IGOR FERNÁNDEZ
PSICOLOGÍA

Basta de entender

En la sociedad del conocimiento, de la información, de la comunicación, los discursos y los argumentos que esgrimimos cotidianamente tratan de acotar la realidad en la que vivimos para entenderla, predecirla y manejarla a un nivel asequible. Es decir, la realidad que nos rodea es compleja, a menudo demasiado compleja y rica como para poder resumirla en un solo pensamiento, una sola idea o conclusión. «La vida es…», «La gente es…», «Los hombres son…», «Las mujeres son…»...; y al mismo tiempo, parece que no hay otra manera de comunicarnos unos con otros que no sea a partir de frases más o menos cerradas, en particular cuando hablamos o pensamos sobre temas complejos. De algún modo, necesitamos poder agarrarnos a una serie de guías, de conclusiones que nos sirvan de asideros para movernos por la vida. Lo que pasa es que a menudo nos olvidamos de que esas frases cerradas que usamos para pensar y vivir son conceptualizaciones que construimos y que en sí mismas no existen como tales. Las vamos condensando a partir de experiencias emocionales, físicas, relacionales que se digieren en forma de palabras y construcciones verbales pero, como se suele decir, el mapa no es el territorio.

En particular, cuando la vida se pone difícil, a menudo nos aferramos con más firmeza a esas frases o ideas que nos han servido para caminar hasta el momento. Sin importar que la realidad esté desafiando nuestras creencias con un cambio drástico y, aunque estas ya no sirvan para guiarnos, tendemos a seguir tratando de encajar los nuevos datos en el viejo marco. Como si se tratara de uno de esos juegos de piezas de los niños pequeños en los que se mete un cilindro en un agujero circular o una pirámide en uno triangular, la pieza que nos ofrece el hoy, con una forma diferente, no va a encajar en un viejo agujero. De hecho, lo que más sufrimiento nos produce a veces es el desafío que lo que vivimos supone para lo que hemos estado pensando y creyendo de la vida hasta el momento. Y cuando nos damos cuenta de este impacto, nos lleva un tiempo ajustarnos.
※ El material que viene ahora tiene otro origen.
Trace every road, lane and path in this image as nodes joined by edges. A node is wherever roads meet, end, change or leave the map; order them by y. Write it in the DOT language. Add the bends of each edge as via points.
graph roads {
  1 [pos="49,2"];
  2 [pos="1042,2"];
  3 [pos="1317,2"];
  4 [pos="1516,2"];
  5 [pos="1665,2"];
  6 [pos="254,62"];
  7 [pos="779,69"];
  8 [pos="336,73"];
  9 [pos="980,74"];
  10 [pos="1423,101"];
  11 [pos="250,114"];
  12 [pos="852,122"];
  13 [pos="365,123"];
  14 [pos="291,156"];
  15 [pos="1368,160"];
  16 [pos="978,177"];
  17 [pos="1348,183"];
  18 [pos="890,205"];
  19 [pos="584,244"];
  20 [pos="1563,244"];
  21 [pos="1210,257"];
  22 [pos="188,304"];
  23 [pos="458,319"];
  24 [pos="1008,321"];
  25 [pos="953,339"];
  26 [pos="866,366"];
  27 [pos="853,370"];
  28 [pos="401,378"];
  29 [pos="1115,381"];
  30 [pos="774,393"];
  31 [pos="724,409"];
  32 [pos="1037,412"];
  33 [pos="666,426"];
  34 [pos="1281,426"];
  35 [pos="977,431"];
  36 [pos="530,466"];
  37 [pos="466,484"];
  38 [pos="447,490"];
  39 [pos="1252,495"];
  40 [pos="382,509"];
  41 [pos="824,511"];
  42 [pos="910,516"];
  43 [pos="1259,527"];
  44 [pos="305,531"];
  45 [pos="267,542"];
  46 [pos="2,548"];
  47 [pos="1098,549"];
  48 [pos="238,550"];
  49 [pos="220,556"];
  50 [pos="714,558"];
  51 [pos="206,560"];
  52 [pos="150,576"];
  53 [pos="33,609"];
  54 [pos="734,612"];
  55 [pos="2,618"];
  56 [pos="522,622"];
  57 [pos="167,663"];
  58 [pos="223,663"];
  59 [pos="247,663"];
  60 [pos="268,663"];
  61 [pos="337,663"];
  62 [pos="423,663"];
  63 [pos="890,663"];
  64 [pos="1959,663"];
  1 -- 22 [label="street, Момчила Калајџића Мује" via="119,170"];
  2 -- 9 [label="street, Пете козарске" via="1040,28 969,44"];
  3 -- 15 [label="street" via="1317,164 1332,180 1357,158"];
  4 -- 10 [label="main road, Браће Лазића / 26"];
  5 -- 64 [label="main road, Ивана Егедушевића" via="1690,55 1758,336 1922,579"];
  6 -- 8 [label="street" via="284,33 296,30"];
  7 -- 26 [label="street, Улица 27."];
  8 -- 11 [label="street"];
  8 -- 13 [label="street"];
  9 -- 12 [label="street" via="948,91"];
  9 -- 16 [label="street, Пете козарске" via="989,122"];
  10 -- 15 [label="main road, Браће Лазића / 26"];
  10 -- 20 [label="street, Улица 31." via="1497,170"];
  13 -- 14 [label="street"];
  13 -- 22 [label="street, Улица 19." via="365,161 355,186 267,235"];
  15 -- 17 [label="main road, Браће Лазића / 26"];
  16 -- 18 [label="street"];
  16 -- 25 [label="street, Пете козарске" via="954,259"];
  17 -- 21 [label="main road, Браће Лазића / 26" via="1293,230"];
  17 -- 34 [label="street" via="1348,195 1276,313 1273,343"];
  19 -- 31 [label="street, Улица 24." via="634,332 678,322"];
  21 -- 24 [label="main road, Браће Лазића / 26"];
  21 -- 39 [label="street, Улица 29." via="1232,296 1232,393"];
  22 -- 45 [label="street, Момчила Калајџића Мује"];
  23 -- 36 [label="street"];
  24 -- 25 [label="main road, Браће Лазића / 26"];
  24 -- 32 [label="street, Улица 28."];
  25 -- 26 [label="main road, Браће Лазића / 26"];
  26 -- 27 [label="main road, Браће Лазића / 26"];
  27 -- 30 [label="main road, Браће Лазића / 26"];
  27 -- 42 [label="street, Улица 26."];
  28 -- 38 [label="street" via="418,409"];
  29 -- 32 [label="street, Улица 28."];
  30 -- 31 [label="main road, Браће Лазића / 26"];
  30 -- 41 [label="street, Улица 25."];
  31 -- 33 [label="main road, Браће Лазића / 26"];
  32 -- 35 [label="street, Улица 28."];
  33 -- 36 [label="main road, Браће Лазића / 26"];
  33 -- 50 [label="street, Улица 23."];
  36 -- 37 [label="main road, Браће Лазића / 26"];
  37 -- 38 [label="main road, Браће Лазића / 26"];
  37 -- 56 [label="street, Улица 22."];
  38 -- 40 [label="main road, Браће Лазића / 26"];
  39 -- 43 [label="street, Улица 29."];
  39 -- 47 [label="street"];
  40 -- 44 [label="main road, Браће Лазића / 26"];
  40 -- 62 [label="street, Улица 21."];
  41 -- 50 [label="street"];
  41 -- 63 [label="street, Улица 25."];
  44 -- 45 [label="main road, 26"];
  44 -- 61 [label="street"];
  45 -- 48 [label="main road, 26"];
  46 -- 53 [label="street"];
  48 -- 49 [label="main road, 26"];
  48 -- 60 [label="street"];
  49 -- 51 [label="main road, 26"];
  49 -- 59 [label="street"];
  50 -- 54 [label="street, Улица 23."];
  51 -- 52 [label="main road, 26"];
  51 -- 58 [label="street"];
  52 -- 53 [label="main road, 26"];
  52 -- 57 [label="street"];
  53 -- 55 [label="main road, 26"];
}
A menudo, la primera aproximación que hacemos a esa incongruencia es en términos de errores o aciertos. Los «debería haber» surgen como una búsqueda de un fallo en nuestra ejecución –que no en nuestra concepción– de aquello en lo que creemos: «debería haberme esforzado más», «debería habérselo preguntado», «debería haberlo sabido»... Buscando de este modo encontramos, por un lado, lugares en los que aplicar una carga extra de nuestra creencia, y por otro, un cierre a la incongruencia que nos hace no cambiar nuestra perspectiva, sino simplemente «hacerlo mejor la próxima vez».

Cuando nos quedamos ahí, en ese mea culpa, a menudo no abrimos la puerta a una concepción diferente de la situación que nos ha impactado; simplemente usamos más de lo mismo para una situación nueva. Por ejemplo, si imaginamos a la madre de un muchacho de quince años que no estudia y cuya concepción de la motivación es la disciplina –la de la madre, que no la del hijo–, podemos anticipar cómo va a afrontar los seis suspensos de su hijo. Quizá, si esta madre no tiene en su haber una idea comodín como «su falta de motivación puede tener que ver con algo diferente a la falta de disciplina, que yo no estoy viendo», el aferrarse a su creencia y ejecutarla con más fruición, probablemente no haga reaccionar a su hijo como ella espera. Nuestras ideas, pensamientos, creencias y argumentos no dejan de ser nuestros, y están basados en experiencias, valores y culturas de las que provenimos. Quizá, la idea de que somos objetivos, asépticos, de que “sabemos” cuando analizamos una realidad nueva, y dejemos fuera nuestras limitaciones, nuestra subjetividad, suponga un peso ante la incertidumbre que nos impide adaptarnos con libertad.